— Data listing —
:::

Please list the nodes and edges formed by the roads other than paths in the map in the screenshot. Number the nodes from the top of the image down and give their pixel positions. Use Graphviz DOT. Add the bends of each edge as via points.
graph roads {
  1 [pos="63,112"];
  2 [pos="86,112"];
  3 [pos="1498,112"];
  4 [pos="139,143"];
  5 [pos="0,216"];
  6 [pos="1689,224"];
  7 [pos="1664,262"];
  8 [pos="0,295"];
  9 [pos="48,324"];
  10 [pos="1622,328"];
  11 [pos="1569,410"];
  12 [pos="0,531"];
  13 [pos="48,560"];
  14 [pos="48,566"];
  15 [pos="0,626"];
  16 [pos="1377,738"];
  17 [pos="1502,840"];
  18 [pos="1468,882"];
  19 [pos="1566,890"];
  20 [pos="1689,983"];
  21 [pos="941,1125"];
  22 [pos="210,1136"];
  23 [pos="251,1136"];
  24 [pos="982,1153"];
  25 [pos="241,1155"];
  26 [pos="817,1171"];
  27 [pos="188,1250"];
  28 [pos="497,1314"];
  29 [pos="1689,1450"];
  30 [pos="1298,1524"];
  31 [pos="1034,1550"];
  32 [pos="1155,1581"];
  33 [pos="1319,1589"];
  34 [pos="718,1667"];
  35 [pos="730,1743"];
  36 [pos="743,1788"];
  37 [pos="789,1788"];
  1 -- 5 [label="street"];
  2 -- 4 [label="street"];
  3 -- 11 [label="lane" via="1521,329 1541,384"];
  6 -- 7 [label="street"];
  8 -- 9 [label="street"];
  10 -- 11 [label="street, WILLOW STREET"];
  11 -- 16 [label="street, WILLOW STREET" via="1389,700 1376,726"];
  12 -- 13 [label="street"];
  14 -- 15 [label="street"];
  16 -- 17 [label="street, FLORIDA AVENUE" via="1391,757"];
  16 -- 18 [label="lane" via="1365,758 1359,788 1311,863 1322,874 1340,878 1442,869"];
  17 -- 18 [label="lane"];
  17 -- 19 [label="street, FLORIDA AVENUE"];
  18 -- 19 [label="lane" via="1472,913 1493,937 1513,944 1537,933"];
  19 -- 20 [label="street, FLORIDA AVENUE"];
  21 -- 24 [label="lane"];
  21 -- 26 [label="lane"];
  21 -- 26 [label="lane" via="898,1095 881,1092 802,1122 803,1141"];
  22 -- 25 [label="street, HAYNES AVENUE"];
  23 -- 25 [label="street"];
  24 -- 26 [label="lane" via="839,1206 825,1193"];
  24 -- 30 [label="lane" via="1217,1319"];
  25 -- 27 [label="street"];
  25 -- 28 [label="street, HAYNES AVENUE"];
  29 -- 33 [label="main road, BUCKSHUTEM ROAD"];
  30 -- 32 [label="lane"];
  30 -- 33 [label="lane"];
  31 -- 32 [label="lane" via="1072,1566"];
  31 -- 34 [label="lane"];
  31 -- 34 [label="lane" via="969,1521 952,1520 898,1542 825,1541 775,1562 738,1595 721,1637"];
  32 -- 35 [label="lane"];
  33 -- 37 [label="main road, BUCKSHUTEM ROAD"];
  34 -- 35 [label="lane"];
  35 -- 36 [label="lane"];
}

:::

— Work required —
Could you set down every line above exactly as written?

— Expected answer —
Please list the nodes and edges formed by the roads other than paths in the map in the screenshot. Number the nodes from the top of the image down and give their pixel positions. Use Graphviz DOT. Add the bends of each edge as via points.
graph roads {
  1 [pos="63,112"];
  2 [pos="86,112"];
  3 [pos="1498,112"];
  4 [pos="139,143"];
  5 [pos="0,216"];
  6 [pos="1689,224"];
  7 [pos="1664,262"];
  8 [pos="0,295"];
  9 [pos="48,324"];
  10 [pos="1622,328"];
  11 [pos="1569,410"];
  12 [pos="0,531"];
  13 [pos="48,560"];
  14 [pos="48,566"];
  15 [pos="0,626"];
  16 [pos="1377,738"];
  17 [pos="1502,840"];
  18 [pos="1468,882"];
  19 [pos="1566,890"];
  20 [pos="1689,983"];
  21 [pos="941,1125"];
  22 [pos="210,1136"];
  23 [pos="251,1136"];
  24 [pos="982,1153"];
  25 [pos="241,1155"];
  26 [pos="817,1171"];
  27 [pos="188,1250"];
  28 [pos="497,1314"];
  29 [pos="1689,1450"];
  30 [pos="1298,1524"];
  31 [pos="1034,1550"];
  32 [pos="1155,1581"];
  33 [pos="1319,1589"];
  34 [pos="718,1667"];
  35 [pos="730,1743"];
  36 [pos="743,1788"];
  37 [pos="789,1788"];
  1 -- 5 [label="street"];
  2 -- 4 [label="street"];
  3 -- 11 [label="lane" via="1521,329 1541,384"];
  6 -- 7 [label="street"];
  8 -- 9 [label="street"];
  10 -- 11 [label="street, WILLOW STREET"];
  11 -- 16 [label="street, WILLOW STREET" via="1389,700 1376,726"];
  12 -- 13 [label="street"];
  14 -- 15 [label="street"];
  16 -- 17 [label="street, FLORIDA AVENUE" via="1391,757"];
  16 -- 18 [label="lane" via="1365,758 1359,788 1311,863 1322,874 1340,878 1442,869"];
  17 -- 18 [label="lane"];
  17 -- 19 [label="street, FLORIDA AVENUE"];
  18 -- 19 [label="lane" via="1472,913 1493,937 1513,944 1537,933"];
  19 -- 20 [label="street, FLORIDA AVENUE"];
  21 -- 24 [label="lane"];
  21 -- 26 [label="lane"];
  21 -- 26 [label="lane" via="898,1095 881,1092 802,1122 803,1141"];
  22 -- 25 [label="street, HAYNES AVENUE"];
  23 -- 25 [label="street"];
  24 -- 26 [label="lane" via="839,1206 825,1193"];
  24 -- 30 [label="lane" via="1217,1319"];
  25 -- 27 [label="street"];
  25 -- 28 [label="street, HAYNES AVENUE"];
  29 -- 33 [label="main road, BUCKSHUTEM ROAD"];
  30 -- 32 [label="lane"];
  30 -- 33 [label="lane"];
  31 -- 32 [label="lane" via="1072,1566"];
  31 -- 34 [label="lane"];
  31 -- 34 [label="lane" via="969,1521 952,1520 898,1542 825,1541 775,1562 738,1595 721,1637"];
  32 -- 35 [label="lane"];
  33 -- 37 [label="main road, BUCKSHUTEM ROAD"];
  34 -- 35 [label="lane"];
  35 -- 36 [label="lane"];
}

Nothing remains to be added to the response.